## RECORD EXTRACTS
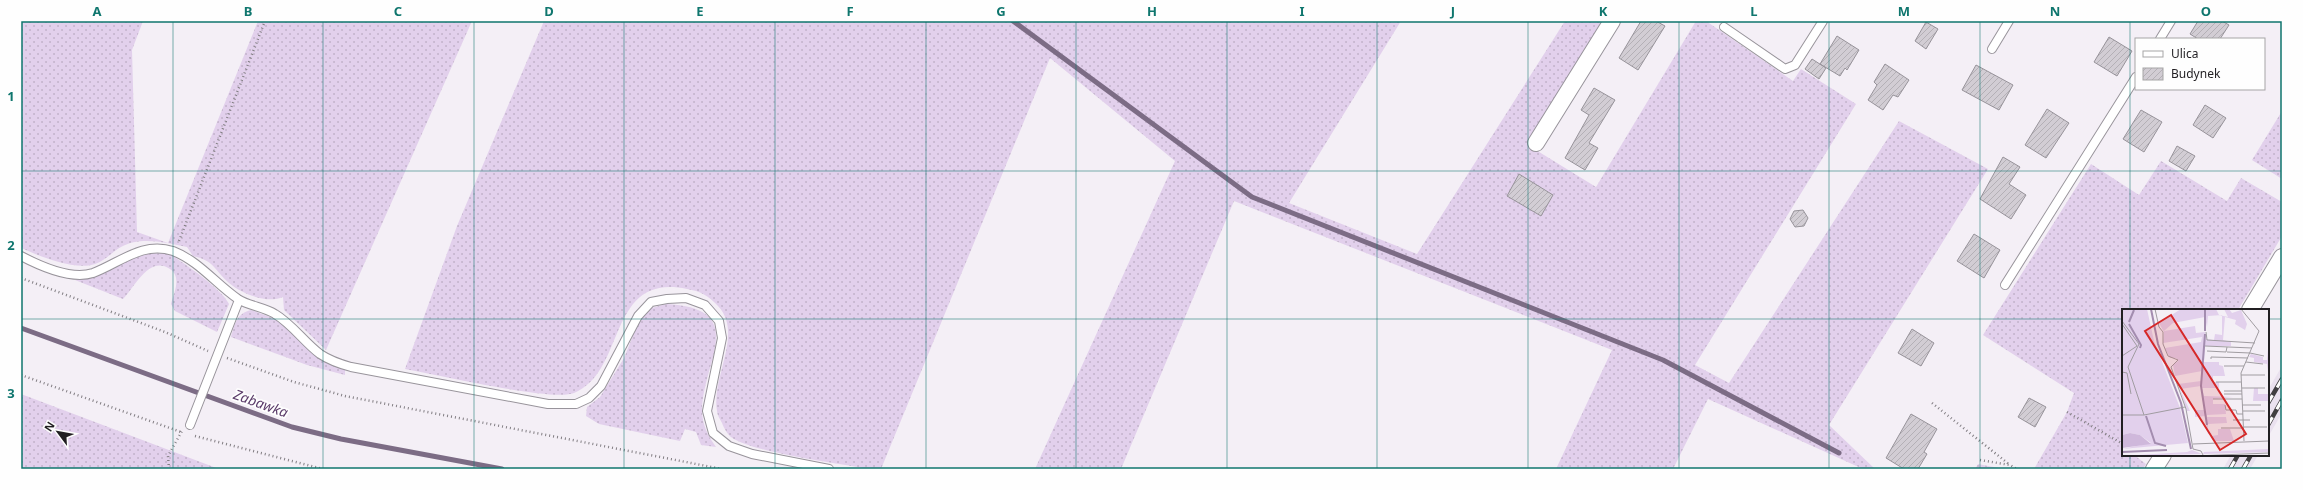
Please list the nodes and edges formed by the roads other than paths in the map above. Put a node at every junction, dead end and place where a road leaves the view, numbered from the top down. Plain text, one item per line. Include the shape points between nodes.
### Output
* * *
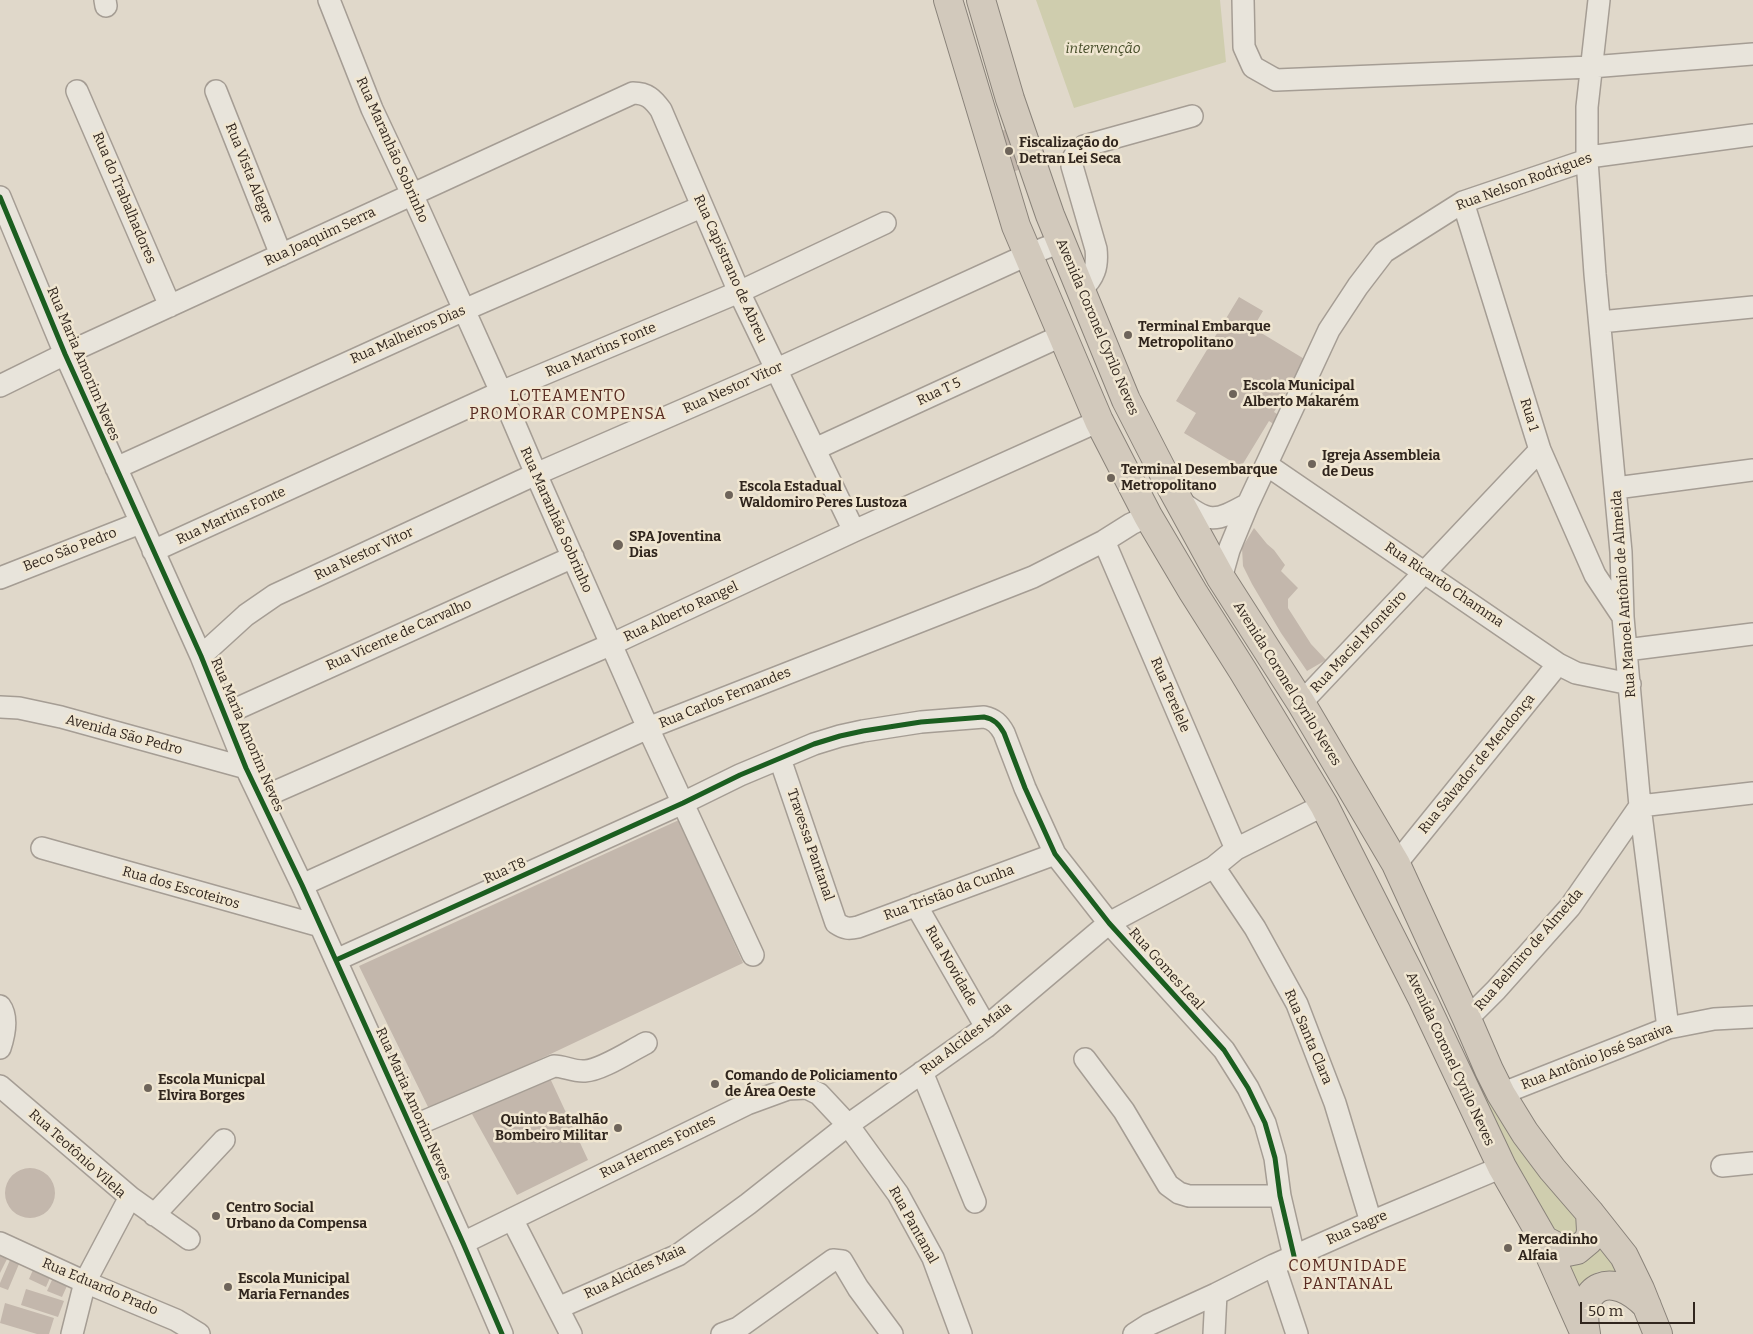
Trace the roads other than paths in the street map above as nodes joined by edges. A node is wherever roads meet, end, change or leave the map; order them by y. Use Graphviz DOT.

## TRY IT
Whenever a line in the records contains the word "than", copy that line.

## TASK SOLUTION
Please list the nodes and edges formed by the roads other than paths in the map above. Put a node at every junction, dead end and place where a road leaves the view, numbered from the top down. Plain text, one item per line. Include the shape points between nodes.
Trace the roads other than paths in the street map above as nodes joined by edges. A node is wherever roads meet, end, change or leave the map; order them by y. Use Graphviz DOT.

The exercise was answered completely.